→ ASSIGNED TASK:
To complete this task, print all the data below exactly but leave out the images.

→ RAW DATA:
[Start of Attachment]

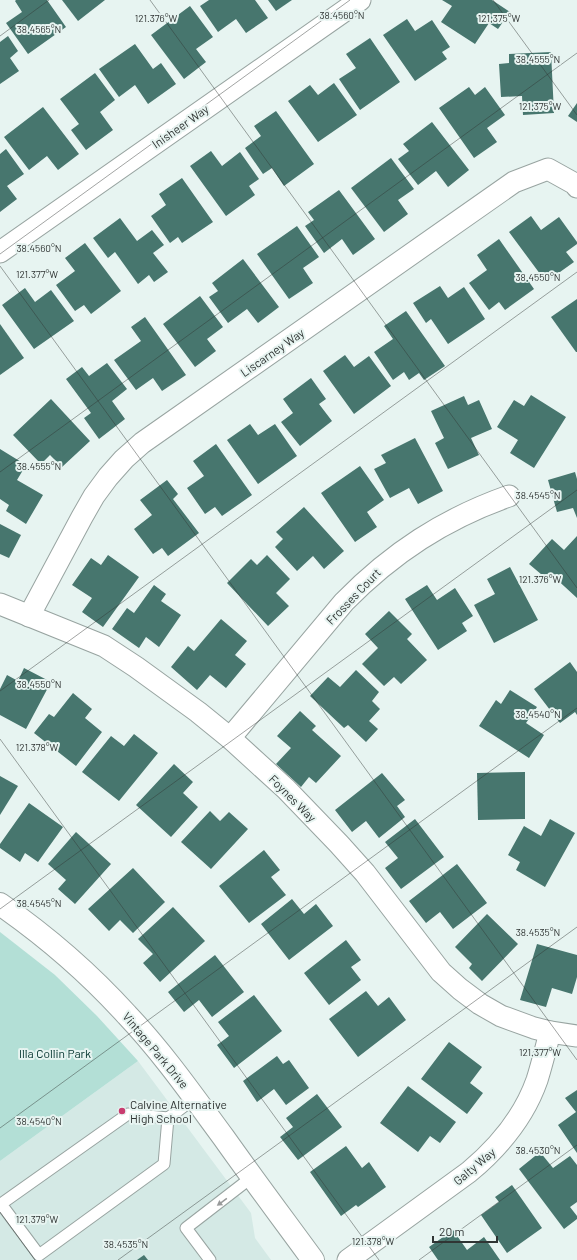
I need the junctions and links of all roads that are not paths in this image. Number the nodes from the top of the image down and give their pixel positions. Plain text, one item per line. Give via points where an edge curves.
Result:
1 (360, 0) edge
2 (577, 187) edge
3 (0, 252) edge
4 (509, 496) dead end
5 (0, 604) edge
6 (30, 616) junction
7 (230, 738) junction
8 (0, 904) edge
9 (550, 1032) junction
10 (577, 1036) edge
11 (195, 1098) junction
12 (168, 1118) junction
13 (252, 1178) junction
14 (36, 1258) edge
15 (210, 1260) edge
16 (313, 1260) edge
17 (348, 1260) edge

1 - 3 street, Inisheer Way
2 - 6 street, Liscarney Way via 548,169 514,182 142,443 113,471 94,496
4 - 7 street, Frosses Court via 482,506 432,531 391,559 364,582 344,602
5 - 6 street, Foynes Way
6 - 7 street, Foynes Way via 104,646 198,712
7 - 9 street, Foynes Way via 286,788 339,844 365,873 441,972 480,1004 501,1016
8 - 11 street, Vintage Park Drive via 22,919 97,983 155,1046
9 - 10 street
9 - 17 street, Galty Way via 528,1101 503,1140 469,1172
11 - 12 lane
11 - 13 street, Vintage Park Drive
12 - 14 lane via 164,1164
12 - 14 lane via 128,1114 1,1204
13 -> 15 lane via 186,1228
13 - 16 street, Vintage Park Drive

[End of Attachment]

→ WRITTEN ANSWER:
I need the junctions and links of all roads that are not paths in this image. Number the nodes from the top of the image down and give their pixel positions. Plain text, one item per line. Give via points where an edge curves.
Result:
1 (360, 0) edge
2 (577, 187) edge
3 (0, 252) edge
4 (509, 496) dead end
5 (0, 604) edge
6 (30, 616) junction
7 (230, 738) junction
8 (0, 904) edge
9 (550, 1032) junction
10 (577, 1036) edge
11 (195, 1098) junction
12 (168, 1118) junction
13 (252, 1178) junction
14 (36, 1258) edge
15 (210, 1260) edge
16 (313, 1260) edge
17 (348, 1260) edge

1 - 3 street, Inisheer Way
2 - 6 street, Liscarney Way via 548,169 514,182 142,443 113,471 94,496
4 - 7 street, Frosses Court via 482,506 432,531 391,559 364,582 344,602
5 - 6 street, Foynes Way
6 - 7 street, Foynes Way via 104,646 198,712
7 - 9 street, Foynes Way via 286,788 339,844 365,873 441,972 480,1004 501,1016
8 - 11 street, Vintage Park Drive via 22,919 97,983 155,1046
9 - 10 street
9 - 17 street, Galty Way via 528,1101 503,1140 469,1172
11 - 12 lane
11 - 13 street, Vintage Park Drive
12 - 14 lane via 164,1164
12 - 14 lane via 128,1114 1,1204
13 -> 15 lane via 186,1228
13 - 16 street, Vintage Park Drive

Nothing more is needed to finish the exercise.